Juan Pablo Matta Casas
La Corte Constitucional de Colombia ha sido, desde su creación en 1991, una institución fundamental en el mantenimiento del equilibrio de poderes. Su existencia ha permitido consolidar el Estado de derecho y garantizar que las decisiones políticas se ajusten a los principios constitucionales. Sin embargo, en la coyuntura actual, enfrenta una doble amenaza: por un lado, las presiones del Gobierno Nacional, que busca influir en sus decisiones para avanzar en su agenda política; por otro, la amenaza de la protesta y el estallido social como mecanismo de presión para condicionar sus fallos. Esta situación no solo compromete la autonomía de la Corte, sino que también pone en riesgo la estabilidad institucional del país.
El uso de la protesta social como herramienta para influir en las decisiones judiciales es un fenómeno preocupante. En las democracias sólidas, las diferencias de criterio frente a las instituciones del Estado deben resolverse dentro del marco legal y constitucional, no mediante la coacción o la intimidación de la ciudadanía. No puede convertirse en un principio aceptable que las decisiones de un alto tribunal dependan del ruido en las calles o del grado de violencia que pueda desatarse tras un fallo adverso para ciertos sectores. En Colombia, el estallido social de 2021 dejó en evidencia que la protesta, cuando se desborda, se transforma en una amenaza contra el orden público, la economía y la seguridad de los ciudadanos. Lo que comenzó como un descontento legítimo contra una reforma tributaria derivó en bloqueos, destrucción de infraestructura, ataques a la fuerza pública y afectaciones a miles de trabajadores y empresarios. Convertir la protesta en un instrumento de chantaje contra las instituciones no fortalece la democracia, sino que la socava.

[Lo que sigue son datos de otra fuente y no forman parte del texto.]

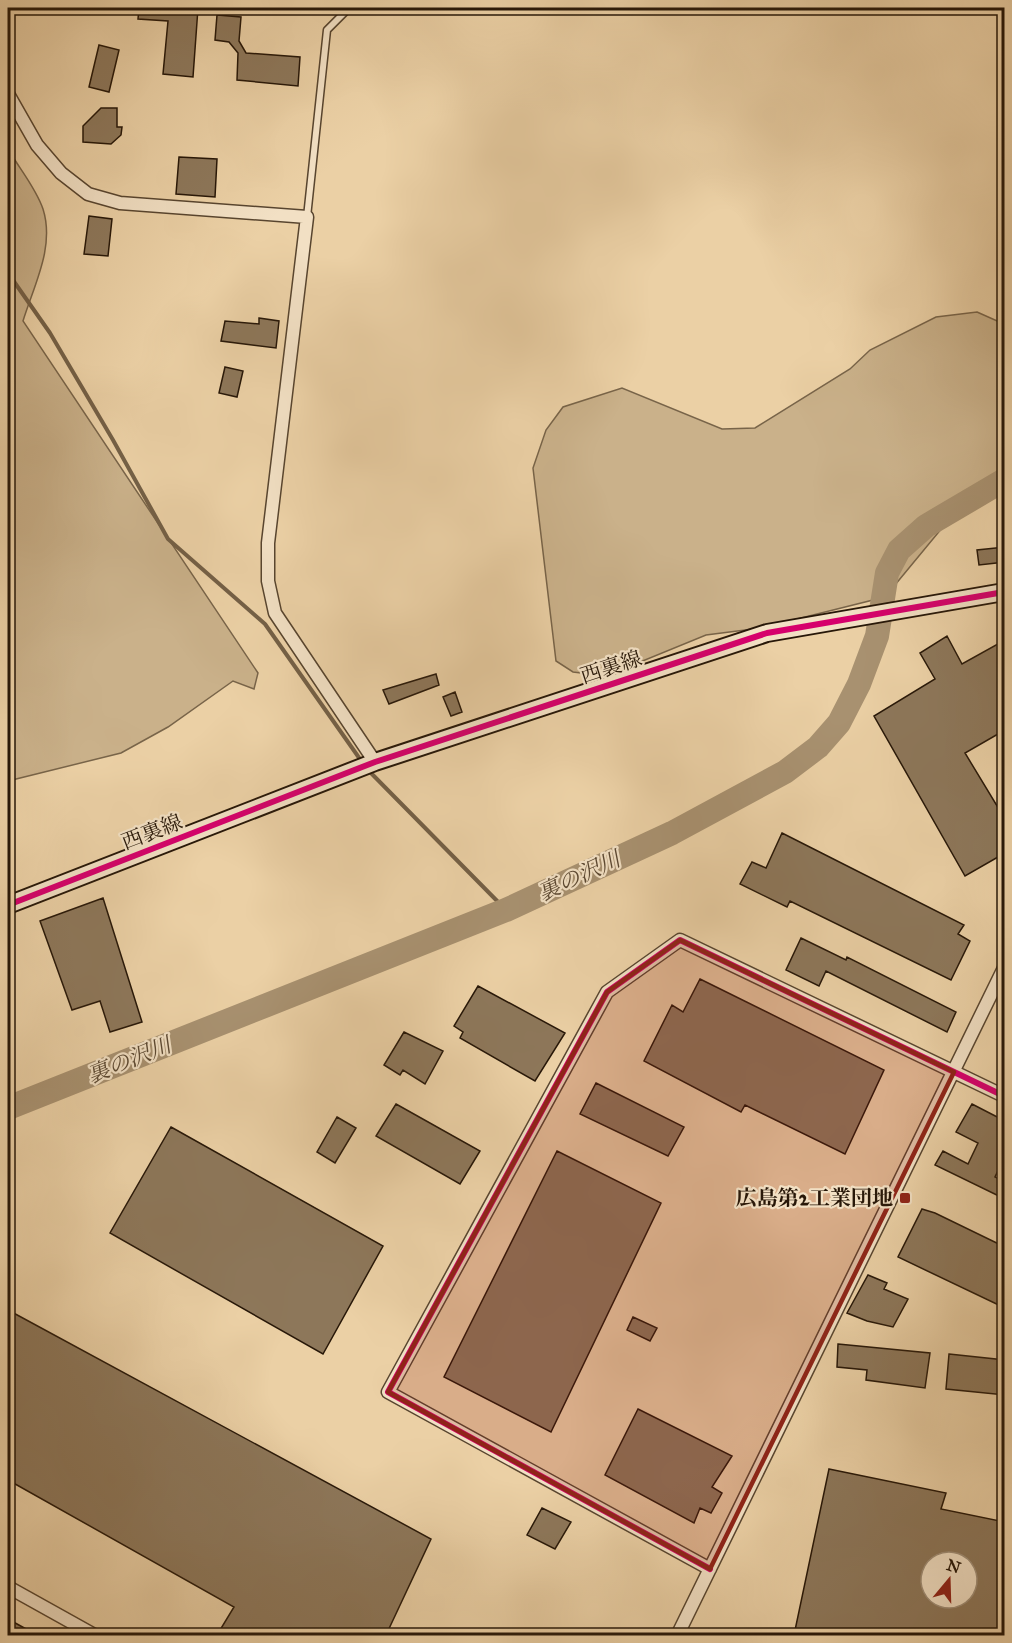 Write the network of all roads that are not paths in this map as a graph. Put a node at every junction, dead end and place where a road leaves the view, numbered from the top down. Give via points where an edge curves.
1 (349, 8) edge
2 (8, 94) edge
3 (308, 217) junction
4 (1005, 592) edge
5 (375, 762) junction
6 (8, 905) edge
7 (1005, 968) edge
8 (954, 1072) junction
9 (1005, 1096) edge
10 (710, 1569) junction
11 (8, 1587) edge
12 (96, 1635) edge
13 (677, 1635) edge

1 - 3 lane via 327,30
2 - 3 street via 37,145 61,173 88,194 120,202
3 - 5 street via 268,543 268,581 275,613
4 - 5 street, 西裏線 via 766,633
5 - 6 street, 西裏線
7 - 8 street
8 - 9 street
8 - 10 street
8 - 10 street via 680,940 607,992 388,1392
10 - 13 street
11 - 12 street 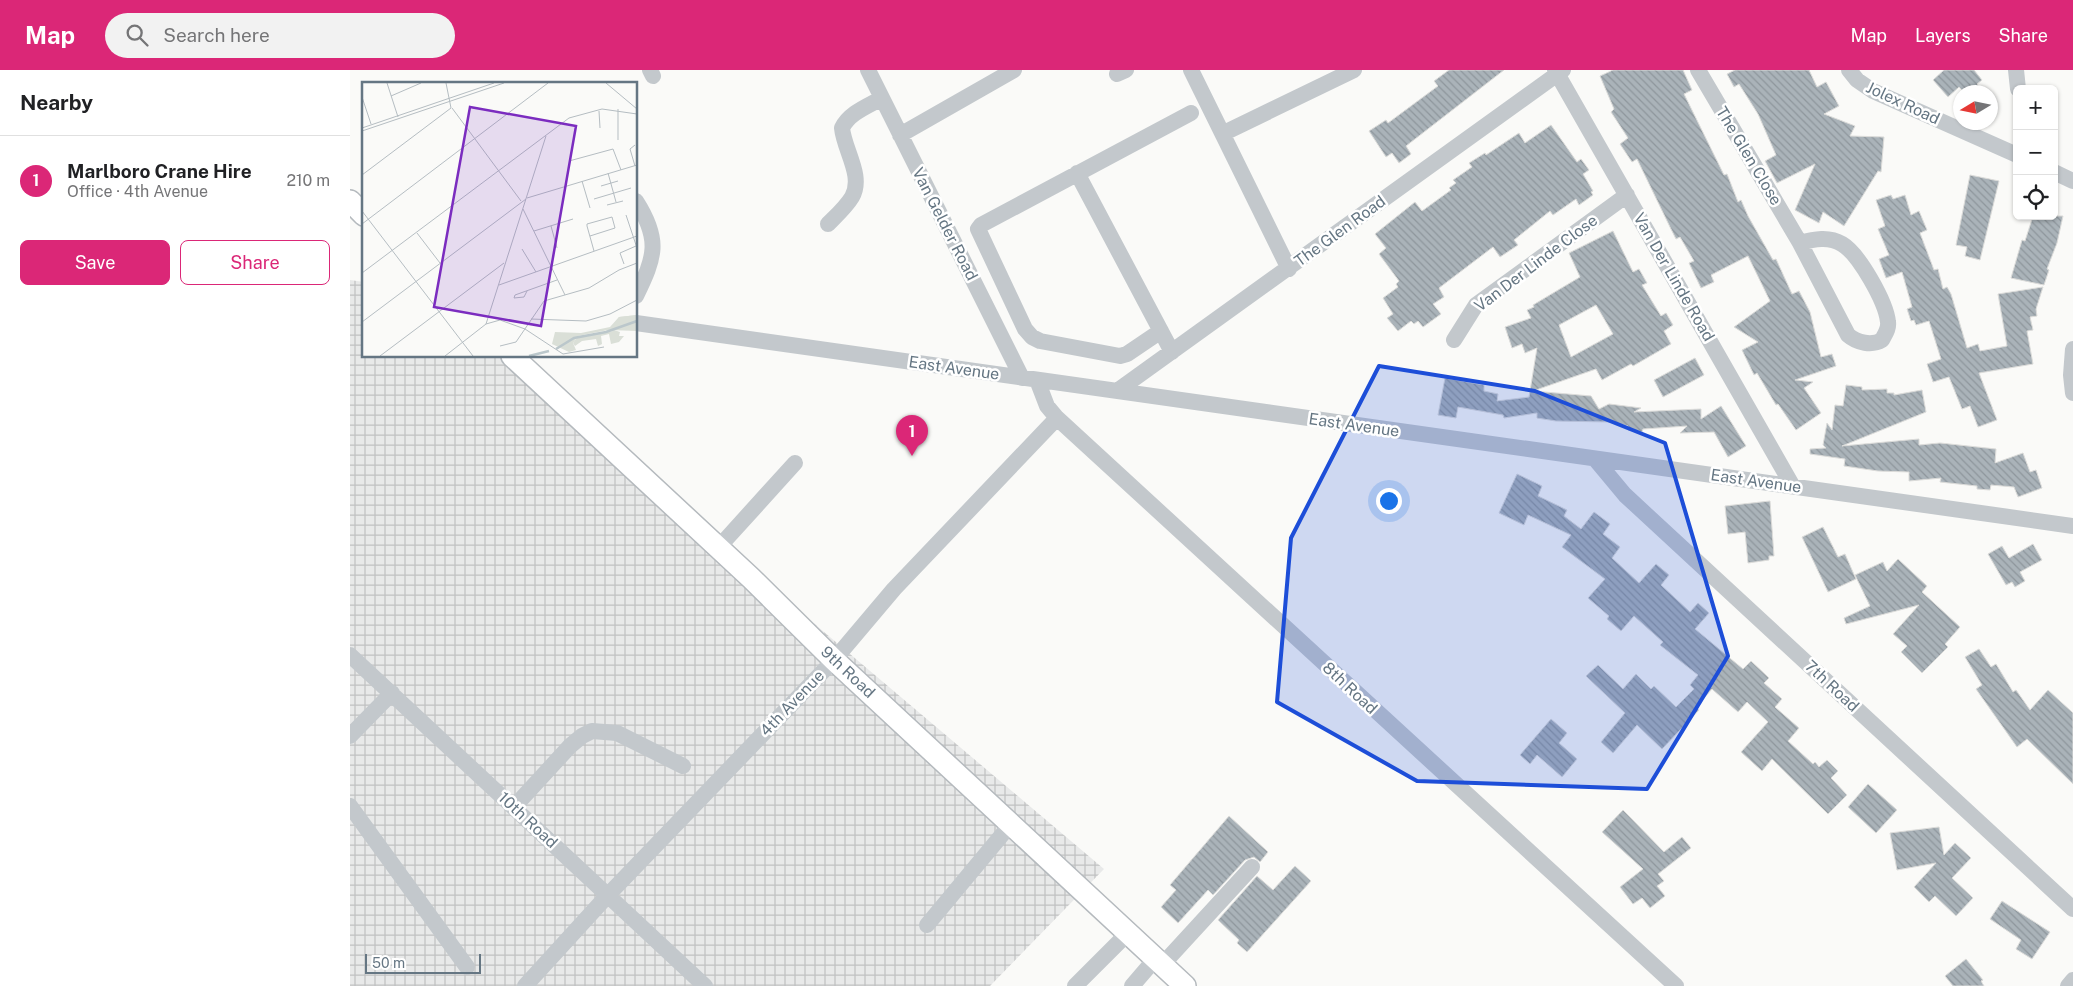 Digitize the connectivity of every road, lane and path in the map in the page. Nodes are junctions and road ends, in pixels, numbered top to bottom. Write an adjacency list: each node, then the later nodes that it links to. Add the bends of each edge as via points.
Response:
1 (868, 70): 10 (street, Van Gelder Road)
2 (1014, 70): 13 (street)
3 (1191, 70): 12 (street)
4 (1354, 70): 12 (street)
5 (1698, 70): 23 (street, The Glen Close)
6 (1849, 70): 14 (street, Jolex Road, via 1873,91)
7 (2016, 70): 9 (street)
8 (1558, 71): 18 (street, Van Der Linde Road); 24 (street, The Glen Road)
9 (2018, 85)
10 (882, 98): 13 (street, Van Gelder Road); 22 (street, via 852,115 842,128 856,176 856,188)
11 (1192, 113): 15 (street)
12 (1224, 133): 24 (street)
13 (900, 135): 32 (street, Van Gelder Road)
14 (2013, 153)
15 (1077, 174): 27 (street); 27 (street, via 978,229 1026,329 1040,341 1120,356)
16 (2058, 174): 17 (street)
17 (2073, 181)
18 (1627, 196): 28 (street, Van Der Linde Close, via 1476,305); 38 (street, Van Der Linde Road)
19 (350, 201): 21 (main road)
20 (638, 205): 25 (street, via 651,229 654,244 649,269)
21 (362, 213)
22 (828, 224)
23 (1800, 242): 23 (street, The Glen Close, via 1848,335 1872,344 1882,340 1888,327 1886,315 1854,254 1841,243 1828,239)
24 (1289, 269): 30 (street, The Glen Road)
25 (638, 292)
26 (638, 323): 32 (street, East Avenue)
27 (1161, 331): 30 (street)
28 (1454, 340)
29 (2073, 349): 34 (street)
30 (1172, 352): 33 (street, The Glen Road)
31 (514, 358): 41 (main road, 9th Road)
32 (1029, 379): 33 (street, East Avenue); 35 (street, 8th Road)
33 (1117, 391): 36 (street, East Avenue)
34 (2073, 393)
35 (1057, 418): 43 (street, 4th Avenue, via 894,589); 63 (street, 8th Road)
36 (1595, 459): 38 (street, East Avenue); 52 (street, 7th Road, via 1624,495)
37 (796, 463): 41 (street)
38 (1792, 485): 40 (street, East Avenue)
39 (2073, 511): 40 (street)
40 (2068, 525)
41 (718, 548): 43 (main road, 9th Road)
42 (350, 654): 44 (street, 10th Road)
43 (834, 660): 49 (main road, 9th Road); 51 (street, 4th Avenue)
44 (392, 693): 45 (street); 48 (street, 10th Road)
45 (350, 736)
46 (683, 766): 48 (street, via 617,733 592,731 570,746)
47 (350, 806): 56 (street)
48 (514, 807): 51 (street, 10th Road)
49 (1011, 824): 53 (street); 54 (main road, 9th Road)
50 (1252, 867): 55 (street)
51 (608, 895): 58 (street, 4th Avenue); 59 (street, 10th Road)
52 (2073, 909)
53 (927, 925)
54 (1128, 933): 55 (main road, 9th Road); 60 (street)
55 (1159, 961): 61 (street); 62 (main road, 9th Road)
56 (467, 967)
57 (2073, 980): 64 (street)
58 (525, 986)
59 (705, 986)
60 (1075, 986)
61 (1132, 986)
62 (1186, 986)
63 (1676, 986)
64 (2068, 986)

El Gobierno Nacional, en lugar de garantizar la independencia de la justicia, ha promovido la movilización popular como un mecanismo de presión para condicionar las decisiones de la Corte. Esta estrategia no solo es irresponsable, sino que es peligrosa, pues transmite el mensaje de que el cumplimiento de la Constitución es negociable según la intensidad de la protesta. En un Estado de derecho, las instituciones deben operar bajo principios de legalidad, no bajo el temor a las revueltas. La independencia judicial no puede ser vista como una concesión de los grupos en el poder o de quienes se toman las calles; es una condición innegociable para la estabilidad del país.
No se trata de desconocer el derecho a la protesta, sino de entender que este no puede utilizarse como un instrumento de coacción contra la justicia. La protesta no debe convertirse en una herramienta de intimidación ni en un chantaje contra las instituciones que están diseñadas para operar con independencia.
La historia reciente de Colombia ha demostrado que la violencia y la anarquía no traen soluciones, sino más problemas. El paro nacional de 2021 dejó un país dividido, una economía golpeada y un desprestigio institucional profundo. Si la Corte Constitucional falla en contra de ciertas reformas gubernamentales, es probable que el Ejecutivo vuelva a recurrir al llamado a las calles, lo que avivaría un nuevo estallido social. Pero el país no puede seguir operando bajo la lógica del miedo y la presión. La institucionalidad debe imponerse sobre la emotividad de la protesta, y la Corte debe ser blindada de cualquier tipo de interferencia, ya sea desde el Gobierno o desde los sectores que buscan imponer sus decisiones mediante la fuerza.
Si el futuro de las instituciones depende de la amenaza de la protesta, entonces Colombia estará cada vez más cerca de convertirse en un Estado en el que el ruido y la violencia sean los únicos mecanismos para hacer valer las decisiones. La democracia no puede sobrevivir en esas condiciones. La estabilidad del país requiere una Corte Constitucional fuerte, independiente y protegida de la presión popular y gubernamental. La responsabilidad del momento actual no recae solo en los magistrados, sino en todos los ciudadanos y sectores de la sociedad que deben defender la institucionalidad por encima de la coyuntura política. Es el momento de cerrar filas en defensa de la independencia judicial y de rechazar cualquier intento de manipulación mediante la protesta y la violencia.